→ PROBLEM DESCRIPTION:
Copy each line from the entries that the word "Third" appears in.
═════ RECORDS PROVIDED ═════
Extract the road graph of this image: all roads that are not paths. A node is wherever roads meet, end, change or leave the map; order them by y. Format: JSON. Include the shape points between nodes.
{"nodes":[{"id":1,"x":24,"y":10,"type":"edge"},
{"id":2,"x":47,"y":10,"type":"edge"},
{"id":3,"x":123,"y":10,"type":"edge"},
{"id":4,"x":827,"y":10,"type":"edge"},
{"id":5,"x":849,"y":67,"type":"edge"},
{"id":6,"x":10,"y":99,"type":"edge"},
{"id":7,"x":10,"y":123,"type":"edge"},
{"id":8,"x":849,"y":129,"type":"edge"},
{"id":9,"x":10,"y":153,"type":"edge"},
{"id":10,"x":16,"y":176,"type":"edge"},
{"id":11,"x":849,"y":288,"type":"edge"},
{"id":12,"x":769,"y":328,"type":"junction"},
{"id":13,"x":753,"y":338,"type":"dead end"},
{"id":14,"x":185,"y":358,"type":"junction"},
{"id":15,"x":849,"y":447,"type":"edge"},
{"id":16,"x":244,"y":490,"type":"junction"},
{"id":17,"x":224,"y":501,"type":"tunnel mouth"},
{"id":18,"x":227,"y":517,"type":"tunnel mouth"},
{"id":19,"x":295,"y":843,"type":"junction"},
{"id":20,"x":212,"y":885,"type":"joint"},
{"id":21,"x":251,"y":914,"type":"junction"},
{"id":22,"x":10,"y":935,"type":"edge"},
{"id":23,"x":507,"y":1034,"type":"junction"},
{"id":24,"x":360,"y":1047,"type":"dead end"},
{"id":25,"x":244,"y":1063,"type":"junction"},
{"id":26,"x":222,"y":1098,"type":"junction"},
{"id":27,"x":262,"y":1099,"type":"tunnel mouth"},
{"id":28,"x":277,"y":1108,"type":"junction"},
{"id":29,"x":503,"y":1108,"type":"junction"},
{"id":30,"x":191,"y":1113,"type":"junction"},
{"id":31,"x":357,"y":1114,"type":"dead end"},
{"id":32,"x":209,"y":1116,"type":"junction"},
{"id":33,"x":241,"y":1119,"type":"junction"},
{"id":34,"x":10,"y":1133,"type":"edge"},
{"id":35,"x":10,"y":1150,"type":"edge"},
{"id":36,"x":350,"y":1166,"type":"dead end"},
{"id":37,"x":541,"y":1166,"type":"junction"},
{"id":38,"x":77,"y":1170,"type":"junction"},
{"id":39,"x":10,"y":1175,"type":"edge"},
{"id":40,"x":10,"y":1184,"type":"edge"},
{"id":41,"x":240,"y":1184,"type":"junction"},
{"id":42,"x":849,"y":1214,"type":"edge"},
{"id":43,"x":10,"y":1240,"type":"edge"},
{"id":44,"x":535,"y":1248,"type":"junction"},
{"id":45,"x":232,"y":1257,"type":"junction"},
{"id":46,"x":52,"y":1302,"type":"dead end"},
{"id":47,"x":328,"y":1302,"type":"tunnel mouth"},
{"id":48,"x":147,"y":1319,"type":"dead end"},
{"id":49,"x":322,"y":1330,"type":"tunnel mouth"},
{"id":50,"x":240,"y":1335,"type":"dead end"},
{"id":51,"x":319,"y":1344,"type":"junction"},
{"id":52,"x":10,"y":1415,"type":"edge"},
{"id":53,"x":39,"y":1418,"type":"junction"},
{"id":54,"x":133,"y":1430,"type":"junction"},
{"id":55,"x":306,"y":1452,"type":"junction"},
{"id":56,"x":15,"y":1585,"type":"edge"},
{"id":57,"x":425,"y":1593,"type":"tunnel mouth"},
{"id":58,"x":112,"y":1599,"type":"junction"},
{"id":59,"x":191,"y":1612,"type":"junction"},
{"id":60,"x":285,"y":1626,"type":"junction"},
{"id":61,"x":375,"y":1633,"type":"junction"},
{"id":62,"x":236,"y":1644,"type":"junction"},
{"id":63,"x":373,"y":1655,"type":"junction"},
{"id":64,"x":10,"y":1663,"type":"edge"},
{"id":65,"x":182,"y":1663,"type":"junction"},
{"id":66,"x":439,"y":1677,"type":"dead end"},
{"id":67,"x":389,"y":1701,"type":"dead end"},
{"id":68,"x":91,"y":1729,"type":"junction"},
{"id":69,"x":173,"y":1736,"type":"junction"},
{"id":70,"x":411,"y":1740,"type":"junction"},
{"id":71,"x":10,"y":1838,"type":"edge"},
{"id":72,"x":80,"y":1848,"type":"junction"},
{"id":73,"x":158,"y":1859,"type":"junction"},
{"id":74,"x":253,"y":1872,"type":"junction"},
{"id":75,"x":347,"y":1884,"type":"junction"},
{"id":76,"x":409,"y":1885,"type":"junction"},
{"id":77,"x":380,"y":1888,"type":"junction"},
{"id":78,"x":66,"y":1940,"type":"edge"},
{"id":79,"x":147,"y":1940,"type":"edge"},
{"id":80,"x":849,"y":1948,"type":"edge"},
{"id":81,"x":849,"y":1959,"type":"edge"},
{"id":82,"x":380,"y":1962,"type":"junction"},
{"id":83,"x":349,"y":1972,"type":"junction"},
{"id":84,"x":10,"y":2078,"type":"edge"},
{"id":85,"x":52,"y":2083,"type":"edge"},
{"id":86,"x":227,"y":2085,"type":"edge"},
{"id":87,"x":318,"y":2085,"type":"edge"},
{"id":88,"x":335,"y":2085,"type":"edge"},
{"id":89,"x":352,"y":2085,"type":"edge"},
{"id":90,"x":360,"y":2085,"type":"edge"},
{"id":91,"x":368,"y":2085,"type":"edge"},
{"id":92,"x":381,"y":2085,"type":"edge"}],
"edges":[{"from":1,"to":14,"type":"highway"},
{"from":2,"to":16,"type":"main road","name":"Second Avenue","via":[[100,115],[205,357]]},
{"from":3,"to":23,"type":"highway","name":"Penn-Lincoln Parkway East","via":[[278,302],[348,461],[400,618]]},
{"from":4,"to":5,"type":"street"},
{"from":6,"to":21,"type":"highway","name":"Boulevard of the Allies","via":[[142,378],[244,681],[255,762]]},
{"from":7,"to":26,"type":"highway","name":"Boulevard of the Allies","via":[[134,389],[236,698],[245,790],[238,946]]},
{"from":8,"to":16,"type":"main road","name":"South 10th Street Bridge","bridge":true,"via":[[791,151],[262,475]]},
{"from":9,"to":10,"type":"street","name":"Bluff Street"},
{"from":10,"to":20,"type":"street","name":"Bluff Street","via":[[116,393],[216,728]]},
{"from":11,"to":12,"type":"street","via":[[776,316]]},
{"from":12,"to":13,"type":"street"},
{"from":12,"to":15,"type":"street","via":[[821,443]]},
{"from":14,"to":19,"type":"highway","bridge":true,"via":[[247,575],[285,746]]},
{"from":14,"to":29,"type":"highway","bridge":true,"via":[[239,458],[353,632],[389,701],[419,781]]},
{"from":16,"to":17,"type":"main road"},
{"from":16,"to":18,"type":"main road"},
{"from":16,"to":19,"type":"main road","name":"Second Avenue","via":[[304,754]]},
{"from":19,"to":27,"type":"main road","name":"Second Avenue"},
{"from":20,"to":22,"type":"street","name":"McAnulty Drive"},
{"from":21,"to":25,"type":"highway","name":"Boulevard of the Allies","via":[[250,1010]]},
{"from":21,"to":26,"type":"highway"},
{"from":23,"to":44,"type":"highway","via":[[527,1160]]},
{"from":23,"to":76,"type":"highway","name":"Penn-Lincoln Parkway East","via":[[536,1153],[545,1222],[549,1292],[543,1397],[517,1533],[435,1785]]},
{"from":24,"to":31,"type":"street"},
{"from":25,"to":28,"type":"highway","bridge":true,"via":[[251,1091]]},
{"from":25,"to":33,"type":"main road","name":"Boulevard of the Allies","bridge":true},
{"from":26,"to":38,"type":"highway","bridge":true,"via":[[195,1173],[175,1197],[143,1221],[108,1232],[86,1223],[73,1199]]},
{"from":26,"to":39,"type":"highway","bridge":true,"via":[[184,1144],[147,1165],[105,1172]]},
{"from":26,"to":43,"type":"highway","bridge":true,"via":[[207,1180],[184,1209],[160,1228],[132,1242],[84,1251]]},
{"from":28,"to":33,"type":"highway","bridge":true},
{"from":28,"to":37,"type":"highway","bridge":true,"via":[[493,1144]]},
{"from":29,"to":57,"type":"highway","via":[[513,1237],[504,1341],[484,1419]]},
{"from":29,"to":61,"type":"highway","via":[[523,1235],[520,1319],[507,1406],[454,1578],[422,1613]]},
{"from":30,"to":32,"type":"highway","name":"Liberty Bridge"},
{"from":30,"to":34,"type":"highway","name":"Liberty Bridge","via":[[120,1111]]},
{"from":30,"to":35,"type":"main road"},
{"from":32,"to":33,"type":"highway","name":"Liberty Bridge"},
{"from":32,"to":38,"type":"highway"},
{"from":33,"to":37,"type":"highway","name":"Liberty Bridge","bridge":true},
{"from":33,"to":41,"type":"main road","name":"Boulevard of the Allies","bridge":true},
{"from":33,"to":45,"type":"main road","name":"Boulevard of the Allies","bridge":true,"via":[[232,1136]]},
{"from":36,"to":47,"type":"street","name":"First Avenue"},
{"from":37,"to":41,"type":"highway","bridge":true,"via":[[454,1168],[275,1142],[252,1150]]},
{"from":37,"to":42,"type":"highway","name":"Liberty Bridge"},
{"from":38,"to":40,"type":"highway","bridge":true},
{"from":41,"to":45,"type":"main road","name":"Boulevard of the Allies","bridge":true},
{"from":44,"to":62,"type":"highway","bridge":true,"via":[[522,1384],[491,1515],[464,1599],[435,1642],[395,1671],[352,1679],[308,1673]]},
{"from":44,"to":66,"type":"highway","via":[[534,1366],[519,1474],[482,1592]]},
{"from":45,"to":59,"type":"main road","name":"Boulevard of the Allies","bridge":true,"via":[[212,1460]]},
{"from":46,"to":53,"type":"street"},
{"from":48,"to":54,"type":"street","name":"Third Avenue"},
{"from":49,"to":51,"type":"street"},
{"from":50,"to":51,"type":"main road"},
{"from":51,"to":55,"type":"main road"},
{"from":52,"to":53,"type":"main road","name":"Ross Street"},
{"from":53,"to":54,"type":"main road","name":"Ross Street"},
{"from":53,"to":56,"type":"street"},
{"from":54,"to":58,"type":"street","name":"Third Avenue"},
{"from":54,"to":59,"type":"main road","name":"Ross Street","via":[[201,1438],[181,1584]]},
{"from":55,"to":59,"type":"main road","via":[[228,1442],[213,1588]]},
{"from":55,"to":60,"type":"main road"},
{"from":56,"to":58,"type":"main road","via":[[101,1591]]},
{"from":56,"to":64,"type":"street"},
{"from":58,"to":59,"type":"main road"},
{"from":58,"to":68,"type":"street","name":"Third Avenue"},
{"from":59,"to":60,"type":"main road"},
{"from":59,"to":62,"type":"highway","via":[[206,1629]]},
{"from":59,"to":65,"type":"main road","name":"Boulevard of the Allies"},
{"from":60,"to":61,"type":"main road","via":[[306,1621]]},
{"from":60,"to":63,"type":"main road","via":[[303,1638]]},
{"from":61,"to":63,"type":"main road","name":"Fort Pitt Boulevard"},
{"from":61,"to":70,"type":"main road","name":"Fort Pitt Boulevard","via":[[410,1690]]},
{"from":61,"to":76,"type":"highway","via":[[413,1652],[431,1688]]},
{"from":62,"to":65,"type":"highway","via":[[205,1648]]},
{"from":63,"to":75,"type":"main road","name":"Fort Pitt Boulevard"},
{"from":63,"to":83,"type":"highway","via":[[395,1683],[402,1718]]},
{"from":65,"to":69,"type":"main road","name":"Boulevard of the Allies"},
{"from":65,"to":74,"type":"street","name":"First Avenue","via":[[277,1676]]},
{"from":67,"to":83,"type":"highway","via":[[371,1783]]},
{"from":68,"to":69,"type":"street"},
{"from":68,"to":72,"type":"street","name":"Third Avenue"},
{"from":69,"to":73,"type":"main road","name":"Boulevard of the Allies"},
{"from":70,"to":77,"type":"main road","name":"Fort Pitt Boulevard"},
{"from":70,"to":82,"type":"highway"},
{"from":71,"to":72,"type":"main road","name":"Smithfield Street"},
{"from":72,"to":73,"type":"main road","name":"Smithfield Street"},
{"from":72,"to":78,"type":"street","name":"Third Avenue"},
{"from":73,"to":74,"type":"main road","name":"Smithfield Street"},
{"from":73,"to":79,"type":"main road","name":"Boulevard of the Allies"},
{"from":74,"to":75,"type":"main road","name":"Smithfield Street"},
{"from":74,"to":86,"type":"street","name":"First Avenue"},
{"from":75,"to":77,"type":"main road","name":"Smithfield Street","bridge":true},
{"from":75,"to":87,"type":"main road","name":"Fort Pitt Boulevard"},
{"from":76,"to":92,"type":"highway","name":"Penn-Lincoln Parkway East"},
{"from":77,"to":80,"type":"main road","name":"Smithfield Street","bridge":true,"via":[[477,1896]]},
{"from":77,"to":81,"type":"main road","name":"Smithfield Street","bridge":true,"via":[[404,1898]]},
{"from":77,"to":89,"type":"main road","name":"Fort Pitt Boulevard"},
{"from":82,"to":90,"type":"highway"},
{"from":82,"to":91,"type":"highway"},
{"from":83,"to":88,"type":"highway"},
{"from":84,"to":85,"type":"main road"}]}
═════
→ TASK SOLUTION:
{"from":48,"to":54,"type":"street","name":"Third Avenue"},
{"from":54,"to":58,"type":"street","name":"Third Avenue"},
{"from":58,"to":68,"type":"street","name":"Third Avenue"},
{"from":68,"to":72,"type":"street","name":"Third Avenue"},
{"from":72,"to":78,"type":"street","name":"Third Avenue"},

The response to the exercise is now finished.